[Opening Data provided section]
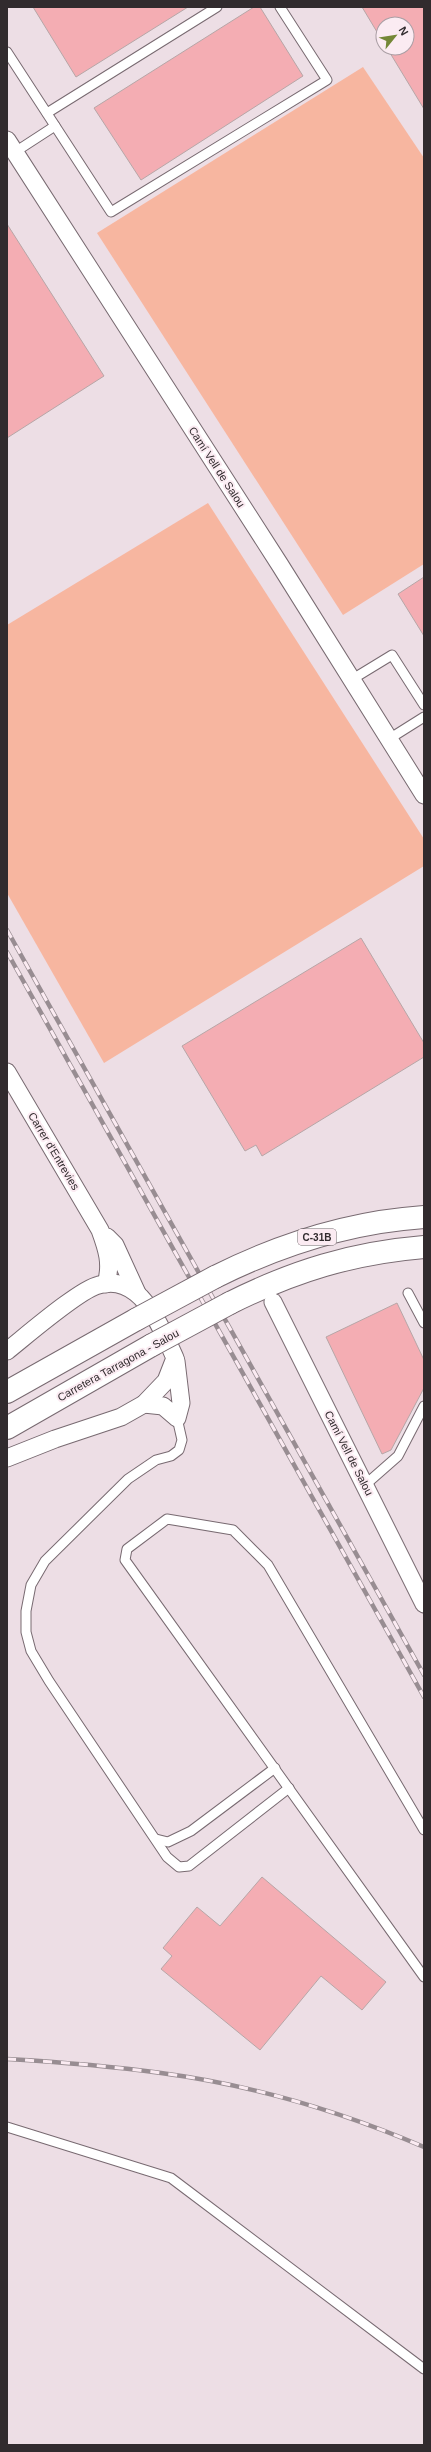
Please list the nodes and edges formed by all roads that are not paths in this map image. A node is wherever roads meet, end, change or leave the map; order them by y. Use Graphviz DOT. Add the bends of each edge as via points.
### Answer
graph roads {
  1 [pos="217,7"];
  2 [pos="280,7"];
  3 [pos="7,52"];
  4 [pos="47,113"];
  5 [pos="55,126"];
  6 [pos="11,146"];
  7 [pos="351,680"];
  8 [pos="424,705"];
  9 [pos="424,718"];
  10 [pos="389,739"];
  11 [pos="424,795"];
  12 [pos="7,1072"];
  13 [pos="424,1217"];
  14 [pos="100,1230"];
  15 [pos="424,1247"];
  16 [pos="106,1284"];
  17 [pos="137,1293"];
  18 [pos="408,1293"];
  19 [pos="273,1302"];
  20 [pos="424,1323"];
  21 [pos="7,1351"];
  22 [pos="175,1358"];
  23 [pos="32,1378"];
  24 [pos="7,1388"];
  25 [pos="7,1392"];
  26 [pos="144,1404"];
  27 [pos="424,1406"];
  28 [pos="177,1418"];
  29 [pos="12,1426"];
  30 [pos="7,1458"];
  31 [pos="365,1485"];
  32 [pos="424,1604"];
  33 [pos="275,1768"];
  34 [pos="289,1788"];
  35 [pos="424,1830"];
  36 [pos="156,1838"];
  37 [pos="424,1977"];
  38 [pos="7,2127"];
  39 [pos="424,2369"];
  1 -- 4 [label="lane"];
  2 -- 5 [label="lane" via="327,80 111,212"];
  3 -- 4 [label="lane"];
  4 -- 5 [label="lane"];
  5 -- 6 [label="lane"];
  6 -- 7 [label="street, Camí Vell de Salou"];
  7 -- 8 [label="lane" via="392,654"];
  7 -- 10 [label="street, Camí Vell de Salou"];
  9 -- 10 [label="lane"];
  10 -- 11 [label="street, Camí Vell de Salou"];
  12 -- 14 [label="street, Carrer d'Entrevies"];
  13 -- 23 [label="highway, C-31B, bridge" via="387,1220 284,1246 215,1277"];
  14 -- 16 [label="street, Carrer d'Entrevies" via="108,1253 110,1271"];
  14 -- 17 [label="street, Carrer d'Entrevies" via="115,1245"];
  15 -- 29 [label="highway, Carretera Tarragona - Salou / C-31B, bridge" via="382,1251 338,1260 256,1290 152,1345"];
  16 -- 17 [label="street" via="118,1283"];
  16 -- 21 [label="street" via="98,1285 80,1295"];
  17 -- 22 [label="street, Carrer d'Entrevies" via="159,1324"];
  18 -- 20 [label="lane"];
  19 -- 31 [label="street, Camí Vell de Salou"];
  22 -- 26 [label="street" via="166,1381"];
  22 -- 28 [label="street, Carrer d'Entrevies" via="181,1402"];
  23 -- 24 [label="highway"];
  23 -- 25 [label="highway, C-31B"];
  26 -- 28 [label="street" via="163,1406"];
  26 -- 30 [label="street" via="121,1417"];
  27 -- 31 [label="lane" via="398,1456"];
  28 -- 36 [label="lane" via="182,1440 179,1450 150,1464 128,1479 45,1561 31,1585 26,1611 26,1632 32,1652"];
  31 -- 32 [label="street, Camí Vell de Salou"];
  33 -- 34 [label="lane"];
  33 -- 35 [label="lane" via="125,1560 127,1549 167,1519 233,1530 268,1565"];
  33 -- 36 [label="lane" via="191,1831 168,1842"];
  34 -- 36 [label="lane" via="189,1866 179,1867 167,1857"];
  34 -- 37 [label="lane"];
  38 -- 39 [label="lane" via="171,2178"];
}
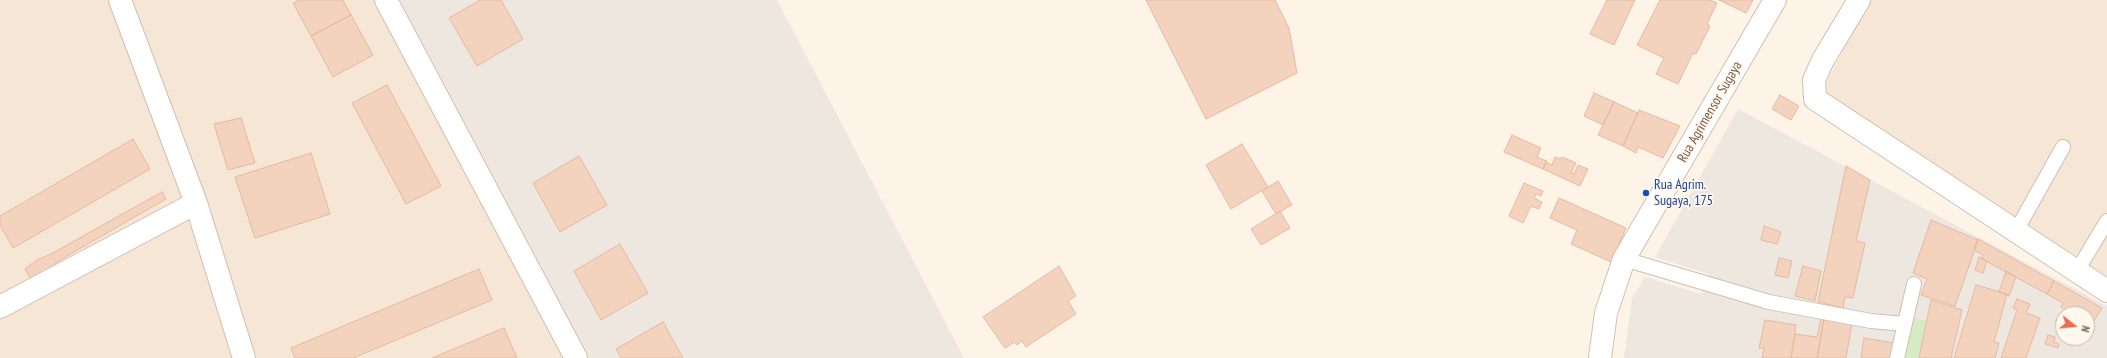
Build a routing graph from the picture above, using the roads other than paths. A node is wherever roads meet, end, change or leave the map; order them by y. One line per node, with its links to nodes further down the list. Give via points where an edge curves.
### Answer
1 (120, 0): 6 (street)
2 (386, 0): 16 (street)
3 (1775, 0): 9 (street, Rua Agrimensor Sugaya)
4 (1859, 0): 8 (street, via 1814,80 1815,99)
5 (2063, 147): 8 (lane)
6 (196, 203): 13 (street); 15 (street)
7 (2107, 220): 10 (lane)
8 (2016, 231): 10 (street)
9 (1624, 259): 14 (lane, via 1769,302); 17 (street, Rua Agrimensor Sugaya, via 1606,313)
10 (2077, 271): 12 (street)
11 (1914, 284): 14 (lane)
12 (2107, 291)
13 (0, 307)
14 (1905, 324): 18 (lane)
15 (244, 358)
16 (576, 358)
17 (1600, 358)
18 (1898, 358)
[Closing Data provided section]
Work order
Some lines in the records above contain "Salou". Count them and give the number only.

Task response
6